ABOUT THIS TASK
Copy out each line below verbatim, skipping any picture.

DATA FOR REVIEW section start

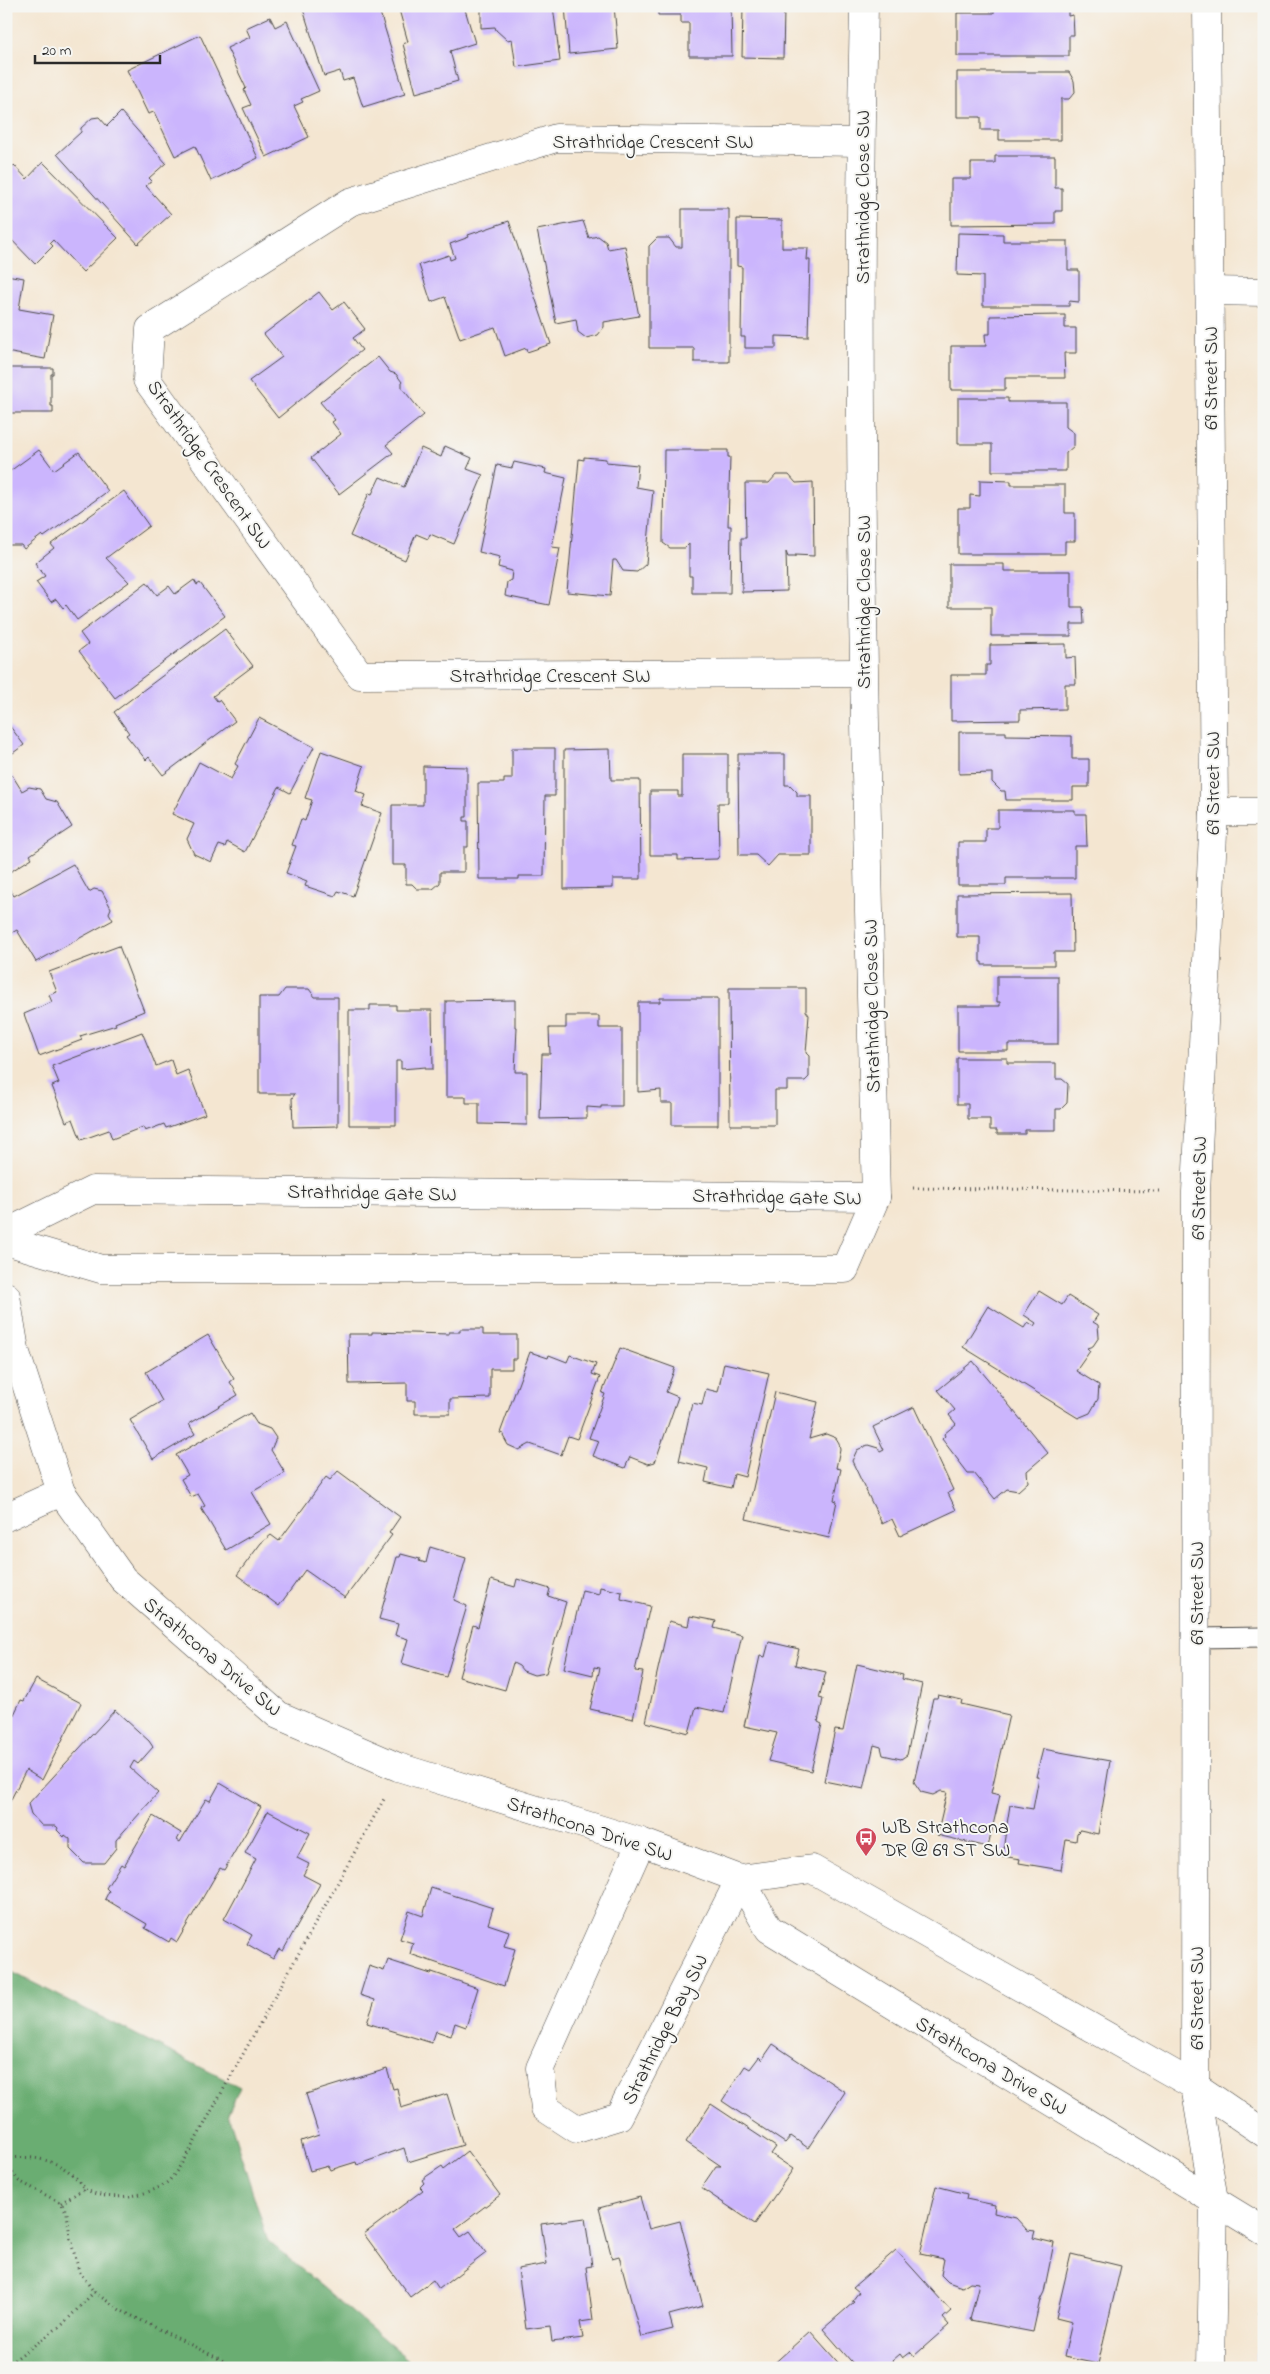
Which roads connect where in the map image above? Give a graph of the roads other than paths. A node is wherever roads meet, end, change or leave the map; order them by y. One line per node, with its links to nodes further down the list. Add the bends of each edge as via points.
1 (864, 6): 3 (street, Strathridge Close SW)
2 (1207, 6): 4 (street, 69 Street SW)
3 (861, 142): 6 (street, Strathridge Close SW); 6 (street, Strathridge Crescent SW, via 556,138 350,202 150,329 147,380 360,675)
4 (1210, 291): 5 (street); 7 (street, 69 Street SW)
5 (1264, 292)
6 (863, 673): 9 (street, Strathridge Close SW)
7 (1214, 812): 8 (street); 16 (street, 69 Street SW, via 1196,1192)
8 (1264, 812)
9 (876, 1197): 10 (street, Strathridge Gate SW, via 93,1190); 11 (street, Strathridge Gate SW, via 845,1269 101,1269)
10 (6, 1233)
11 (6, 1241)
12 (6, 1296): 13 (street, Strathcona Drive SW, via 15,1350)
13 (61, 1492): 14 (street); 17 (street, Strathcona Drive SW, via 123,1579 278,1715 398,1767)
14 (6, 1517)
15 (1264, 1637): 16 (lane)
16 (1196, 1638): 19 (street, 69 Street SW)
17 (640, 1842): 18 (street, Strathcona Drive SW); 18 (street, Strathridge Bay SW, via 540,2068 545,2108 577,2129 619,2116)
18 (740, 1879): 19 (street, Strathcona Drive SW, via 812,1869); 21 (street, Strathcona Drive SW, via 769,1929)
19 (1196, 2086): 20 (street, Strathcona Drive SW); 21 (street, 69 Street SW)
20 (1264, 2133)
21 (1214, 2200): 22 (street, Strathcona Drive SW); 23 (street, 69 Street SW)
22 (1264, 2231)
23 (1211, 2368)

DATA FOR REVIEW section end

EXERCISE OUTPUT
Which roads connect where in the map image above? Give a graph of the roads other than paths. A node is wherever roads meet, end, change or leave the map; order them by y. One line per node, with its links to nodes further down the list. Add the bends of each edge as via points.
1 (864, 6): 3 (street, Strathridge Close SW)
2 (1207, 6): 4 (street, 69 Street SW)
3 (861, 142): 6 (street, Strathridge Close SW); 6 (street, Strathridge Crescent SW, via 556,138 350,202 150,329 147,380 360,675)
4 (1210, 291): 5 (street); 7 (street, 69 Street SW)
5 (1264, 292)
6 (863, 673): 9 (street, Strathridge Close SW)
7 (1214, 812): 8 (street); 16 (street, 69 Street SW, via 1196,1192)
8 (1264, 812)
9 (876, 1197): 10 (street, Strathridge Gate SW, via 93,1190); 11 (street, Strathridge Gate SW, via 845,1269 101,1269)
10 (6, 1233)
11 (6, 1241)
12 (6, 1296): 13 (street, Strathcona Drive SW, via 15,1350)
13 (61, 1492): 14 (street); 17 (street, Strathcona Drive SW, via 123,1579 278,1715 398,1767)
14 (6, 1517)
15 (1264, 1637): 16 (lane)
16 (1196, 1638): 19 (street, 69 Street SW)
17 (640, 1842): 18 (street, Strathcona Drive SW); 18 (street, Strathridge Bay SW, via 540,2068 545,2108 577,2129 619,2116)
18 (740, 1879): 19 (street, Strathcona Drive SW, via 812,1869); 21 (street, Strathcona Drive SW, via 769,1929)
19 (1196, 2086): 20 (street, Strathcona Drive SW); 21 (street, 69 Street SW)
20 (1264, 2133)
21 (1214, 2200): 22 (street, Strathcona Drive SW); 23 (street, 69 Street SW)
22 (1264, 2231)
23 (1211, 2368)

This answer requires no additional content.